AMD's technology partner, IBM Corp., does not expect to have its high-k/metal-gate solution until the 32-nm node, reportedly causing some angst in the market. IBM's ''fab club'' is using a gate-first approach to high-k and metal gates, while Intel is deploying a rival replacement-gate technology.
For some time, Intel has already shipped 45-nm processors based on the technology, giving it an edge in the market. High-k and metal gates are key building blocks for scaling and reducing the leakage within the critical gate stack, enabling the next-generation transistor.

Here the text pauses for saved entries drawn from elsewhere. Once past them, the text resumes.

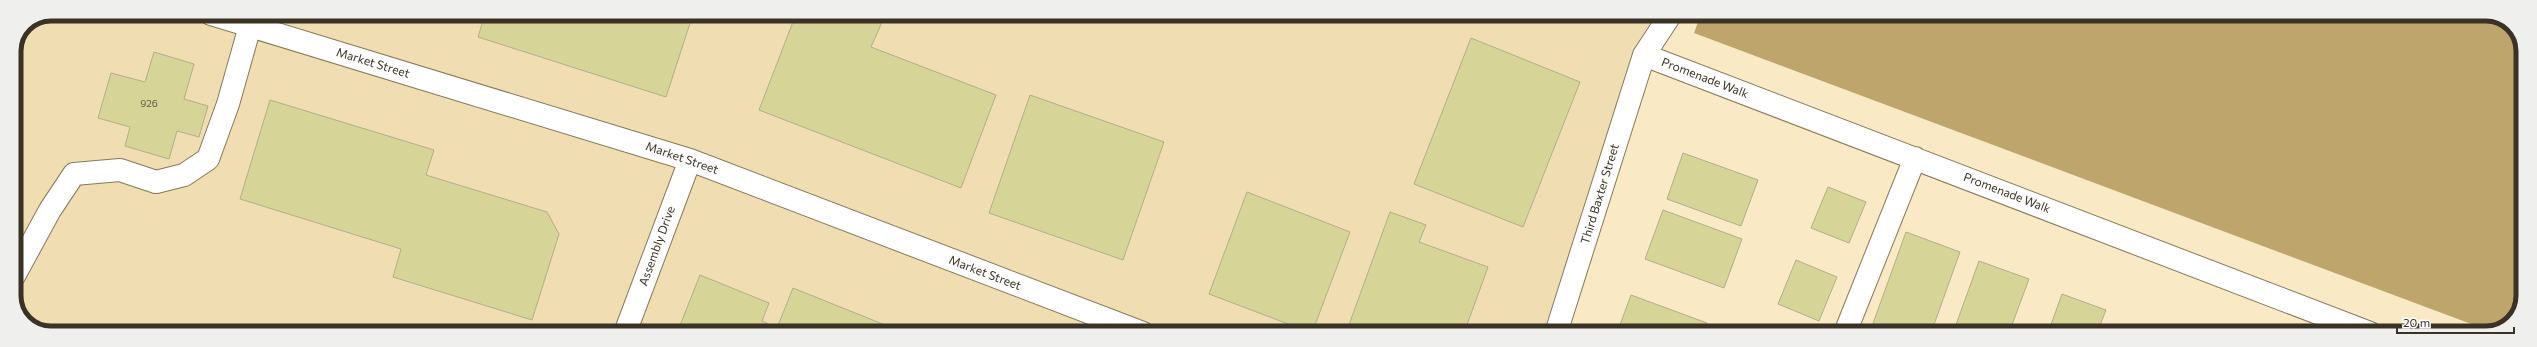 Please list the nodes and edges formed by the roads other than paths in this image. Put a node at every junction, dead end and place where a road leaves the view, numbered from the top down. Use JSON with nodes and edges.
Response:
{"nodes":[{"id":1,"x":234,"y":21,"type":"edge"},
{"id":2,"x":1666,"y":21,"type":"edge"},
{"id":3,"x":250,"y":26,"type":"junction"},
{"id":4,"x":1644,"y":55,"type":"junction"},
{"id":5,"x":1915,"y":158,"type":"junction"},
{"id":6,"x":690,"y":160,"type":"junction"},
{"id":7,"x":21,"y":263,"type":"edge"},
{"id":8,"x":628,"y":326,"type":"edge"},
{"id":9,"x":1125,"y":326,"type":"edge"},
{"id":10,"x":1558,"y":326,"type":"edge"},
{"id":11,"x":1848,"y":326,"type":"edge"},
{"id":12,"x":2352,"y":326,"type":"edge"}],
"edges":[{"from":1,"to":3,"type":"street","name":"Market Street"},
{"from":2,"to":4,"type":"street","name":"Third Baxter Street"},
{"from":3,"to":6,"type":"street","name":"Market Street"},
{"from":3,"to":7,"type":"street"},
{"from":4,"to":5,"type":"street","name":"Promenade Walk"},
{"from":4,"to":10,"type":"street","name":"Third Baxter Street"},
{"from":5,"to":11,"type":"street"},
{"from":5,"to":12,"type":"street","name":"Promenade Walk"},
{"from":6,"to":8,"type":"street","name":"Assembly Drive"},
{"from":6,"to":9,"type":"street","name":"Market Street"}]} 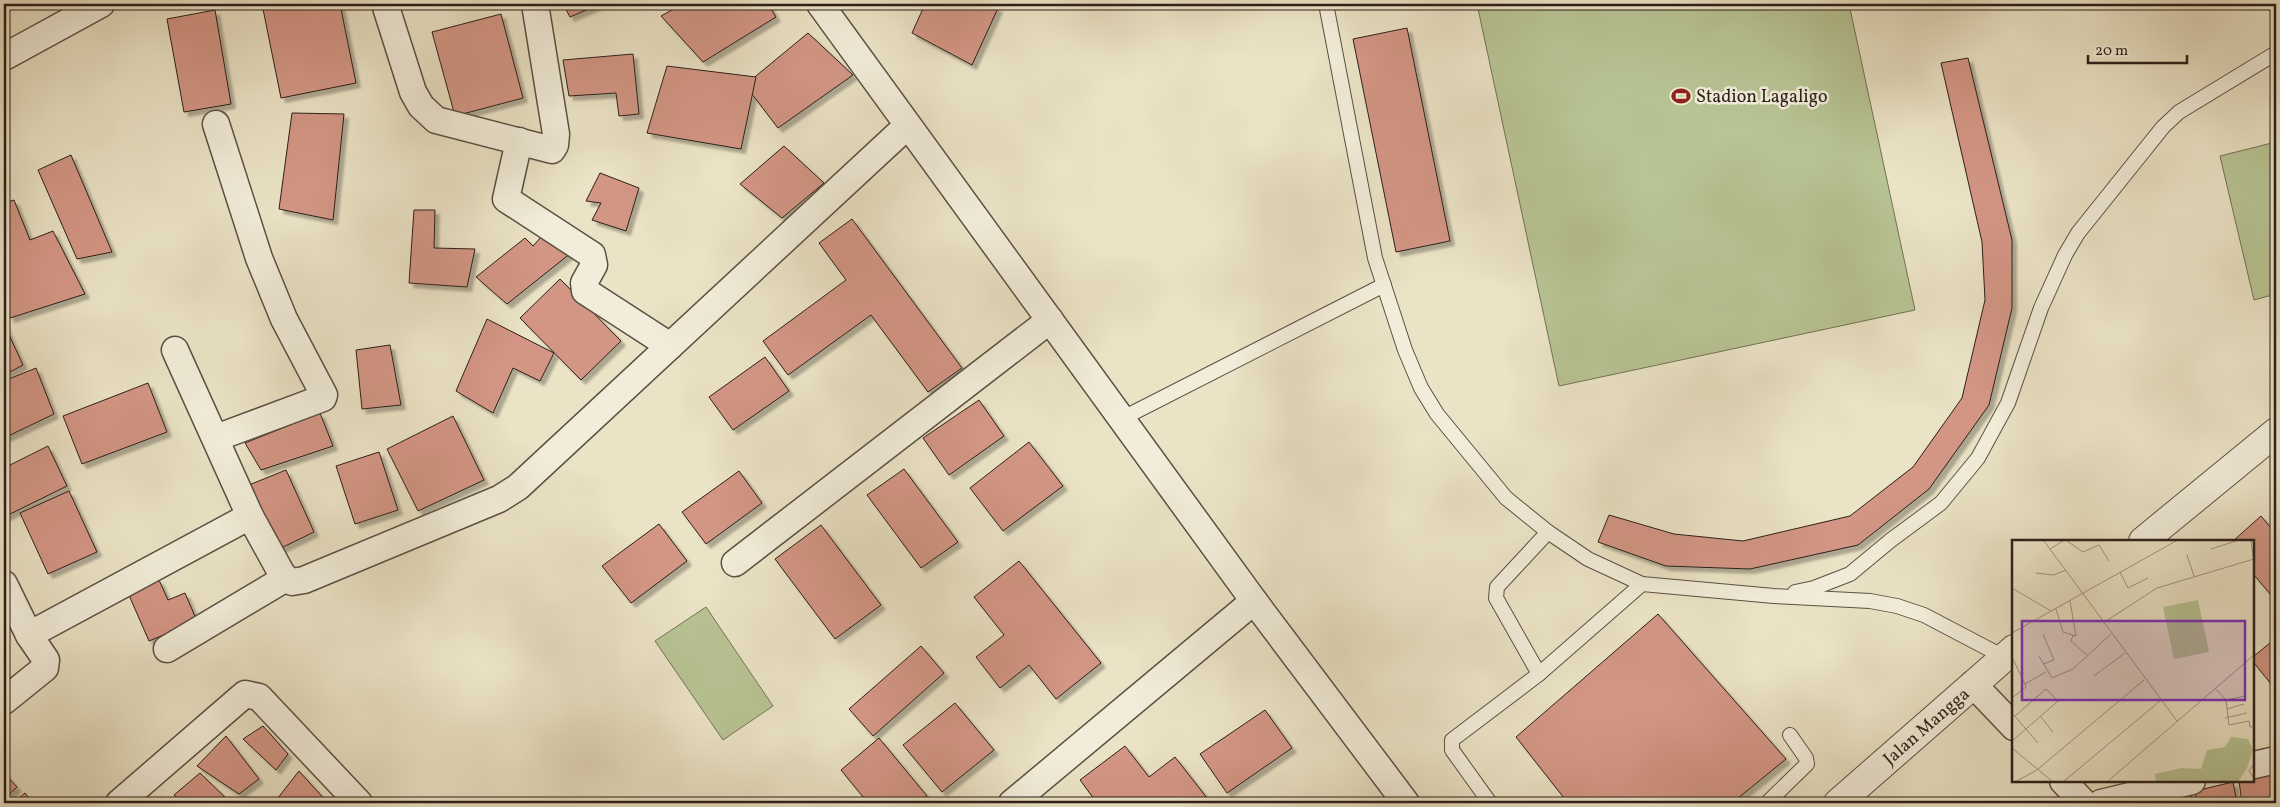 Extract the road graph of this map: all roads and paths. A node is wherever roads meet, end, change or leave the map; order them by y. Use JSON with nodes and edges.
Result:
{"nodes":[{"id":1,"x":102,"y":4,"type":"edge"},
{"id":2,"x":386,"y":4,"type":"edge"},
{"id":3,"x":535,"y":4,"type":"edge"},
{"id":4,"x":1326,"y":4,"type":"edge"},
{"id":5,"x":828,"y":7,"type":"edge"},
{"id":6,"x":2276,"y":53,"type":"edge"},
{"id":7,"x":4,"y":57,"type":"edge"},
{"id":8,"x":216,"y":124,"type":"dead end"},
{"id":9,"x":908,"y":126,"type":"junction"},
{"id":10,"x":519,"y":142,"type":"junction"},
{"id":11,"x":1384,"y":285,"type":"junction"},
{"id":12,"x":1050,"y":320,"type":"junction"},
{"id":13,"x":670,"y":346,"type":"junction"},
{"id":14,"x":175,"y":350,"type":"dead end"},
{"id":15,"x":1121,"y":419,"type":"junction"},
{"id":16,"x":2276,"y":432,"type":"edge"},
{"id":17,"x":216,"y":438,"type":"junction"},
{"id":18,"x":250,"y":516,"type":"junction"},
{"id":19,"x":1548,"y":532,"type":"junction"},
{"id":20,"x":2144,"y":540,"type":"edge"},
{"id":21,"x":735,"y":564,"type":"dead end"},
{"id":22,"x":286,"y":578,"type":"junction"},
{"id":23,"x":4,"y":584,"type":"edge"},
{"id":24,"x":1642,"y":584,"type":"junction"},
{"id":25,"x":1774,"y":596,"type":"junction"},
{"id":26,"x":1254,"y":601,"type":"junction"},
{"id":27,"x":29,"y":635,"type":"junction"},
{"id":28,"x":166,"y":649,"type":"dead end"},
{"id":29,"x":2009,"y":653,"type":"edge"},
{"id":30,"x":1539,"y":674,"type":"junction"},
{"id":31,"x":1974,"y":684,"type":"junction"},
{"id":32,"x":4,"y":701,"type":"edge"},
{"id":33,"x":2012,"y":725,"type":"edge"},
{"id":34,"x":1790,"y":735,"type":"dead end"},
{"id":35,"x":2276,"y":760,"type":"edge"},
{"id":36,"x":2255,"y":765,"type":"edge"},
{"id":37,"x":2064,"y":782,"type":"edge"},
{"id":38,"x":2188,"y":782,"type":"edge"},
{"id":39,"x":120,"y":803,"type":"edge"},
{"id":40,"x":359,"y":803,"type":"edge"},
{"id":41,"x":1012,"y":803,"type":"edge"},
{"id":42,"x":1406,"y":803,"type":"edge"},
{"id":43,"x":1490,"y":803,"type":"edge"},
{"id":44,"x":1768,"y":803,"type":"edge"},
{"id":45,"x":1838,"y":803,"type":"edge"},
{"id":46,"x":2084,"y":803,"type":"edge"},
{"id":47,"x":2101,"y":803,"type":"edge"}],
"edges":[{"from":1,"to":7,"type":"street"},
{"from":2,"to":10,"type":"street"},
{"from":3,"to":10,"type":"street"},
{"from":4,"to":11,"type":"lane"},
{"from":5,"to":9,"type":"street"},
{"from":6,"to":25,"type":"lane"},
{"from":8,"to":17,"type":"street"},
{"from":9,"to":12,"type":"street"},
{"from":9,"to":13,"type":"street"},
{"from":10,"to":13,"type":"street"},
{"from":11,"to":15,"type":"lane"},
{"from":11,"to":19,"type":"lane"},
{"from":12,"to":15,"type":"street"},
{"from":12,"to":21,"type":"street"},
{"from":13,"to":22,"type":"street"},
{"from":14,"to":17,"type":"street"},
{"from":15,"to":26,"type":"street"},
{"from":16,"to":20,"type":"street"},
{"from":17,"to":18,"type":"street"},
{"from":18,"to":22,"type":"street"},
{"from":18,"to":27,"type":"street"},
{"from":19,"to":24,"type":"lane"},
{"from":19,"to":30,"type":"lane"},
{"from":22,"to":28,"type":"street"},
{"from":23,"to":27,"type":"street"},
{"from":24,"to":25,"type":"lane"},
{"from":24,"to":30,"type":"lane"},
{"from":25,"to":29,"type":"lane"},
{"from":26,"to":41,"type":"street"},
{"from":26,"to":42,"type":"street"},
{"from":27,"to":32,"type":"street"},
{"from":29,"to":31,"type":"street","name":"Jalan Mangga"},
{"from":30,"to":43,"type":"lane"},
{"from":31,"to":33,"type":"street"},
{"from":31,"to":45,"type":"street","name":"Jalan Mangga"},
{"from":34,"to":44,"type":"lane"},
{"from":35,"to":36,"type":"street"},
{"from":37,"to":46,"type":"street"},
{"from":38,"to":47,"type":"street"},
{"from":39,"to":40,"type":"street"}]}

High-k uses a material called hafnium to replace the transistor's silicon dioxide gate dielectric, which is running out of gas in today's designs. Also on the transistor, a metal material replaces the polysilicon gate electrode of NMOS and PMOS structures.
Despite an endless parade of claims made by vendors, high-k/metal-gate technology is much harder to develop than previously thought. IBM's ''fab club'' is reportedly wrestling with the technology, while the foundries will not deploy the scheme until the 32- or 28-nm nodes.
With the exception of Intel, ''nobody else is shipping high-k yet,'' said Mark Bohr, Intel senior fellow and director of process architecture and integration. ''We have more than a one generation lead in technology,'' Bohr told EE Times.
At IEDM, Intel will present several papers on the subject, including at 32-nm. As far back as late-2007, the chip giant rolled out its initial 32-nm test chip. The device has a 0.171-micron2 cell size containing more than 1.9 billion transistors.
Then, in October of 2008, the company tipped its 32-nm process. As reported, the process incorporates copper interconnects, a second-generation high-k/metal-gate technology and a fourth-generation strained-silicon scheme.
Intel is expected to deploy its first immersion lithography scanners at 32-nm. The 193-nm machines will be sole sourced from Nikon Corp. (Tokyo).
The transistors feature dual band-edge workfunction metal gates and high-k gate dielectrics with an equivalent oxide thickness (EOT) of 9-nm or 9 angstroms. In comparison, the company's 45-nm high-k designs have an EOT of 10-nm. The 32-nm version enables Intel to reduce transistor variability,'' Bohr said.
At 32-nm, Intel's transistor gate pitch is 112.5-nm. Intel's 32-nm logic technology provides about 70 percent linear feature size scaling and 50 percent area scaling, as compared to the company's 45-nm process. In addition, the process enables the highest drive currents reported to date for 32-nm technology.
Intel is on track for 32-nm production readiness in Q4 2009. Meanwhile, the company is also working on its 22-nm process. The technology will make use of 193-nm immersion scanners with either double-patterning or computational lithography techniques, he said. For 22-nm, EUV ''probably won't be ready,'' he said.